■ **Source material**:
####################

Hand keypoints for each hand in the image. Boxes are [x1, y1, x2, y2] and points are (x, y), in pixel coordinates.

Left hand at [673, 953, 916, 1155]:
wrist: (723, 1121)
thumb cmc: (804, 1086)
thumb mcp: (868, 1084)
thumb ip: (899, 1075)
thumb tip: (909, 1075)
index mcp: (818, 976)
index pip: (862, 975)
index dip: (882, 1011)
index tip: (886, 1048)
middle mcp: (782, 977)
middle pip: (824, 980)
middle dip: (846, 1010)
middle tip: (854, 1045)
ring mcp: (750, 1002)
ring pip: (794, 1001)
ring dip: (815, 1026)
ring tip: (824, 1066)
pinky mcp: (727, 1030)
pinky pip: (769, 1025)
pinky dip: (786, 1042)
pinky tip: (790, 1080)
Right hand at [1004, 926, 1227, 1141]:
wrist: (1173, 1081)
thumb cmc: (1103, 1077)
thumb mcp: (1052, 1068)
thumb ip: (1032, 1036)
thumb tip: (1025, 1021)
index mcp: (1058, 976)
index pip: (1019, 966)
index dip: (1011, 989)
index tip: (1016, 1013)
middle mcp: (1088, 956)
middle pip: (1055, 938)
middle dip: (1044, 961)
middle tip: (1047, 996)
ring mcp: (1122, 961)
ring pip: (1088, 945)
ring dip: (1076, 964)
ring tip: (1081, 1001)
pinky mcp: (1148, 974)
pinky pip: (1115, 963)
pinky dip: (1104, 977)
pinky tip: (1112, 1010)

####################

Please print exactly the lines from the one containing "thumb cmc: (1103, 1077)" through the last line of the records, both included, and nothing else.

■ **Task output**:
thumb cmc: (1103, 1077)
thumb mcp: (1052, 1068)
thumb ip: (1032, 1036)
thumb tip: (1025, 1021)
index mcp: (1058, 976)
index pip: (1019, 966)
index dip: (1011, 989)
index tip: (1016, 1013)
middle mcp: (1088, 956)
middle pip: (1055, 938)
middle dip: (1044, 961)
middle tip: (1047, 996)
ring mcp: (1122, 961)
ring pip: (1088, 945)
ring dip: (1076, 964)
ring tip: (1081, 1001)
pinky mcp: (1148, 974)
pinky pip: (1115, 963)
pinky dip: (1104, 977)
pinky tip: (1112, 1010)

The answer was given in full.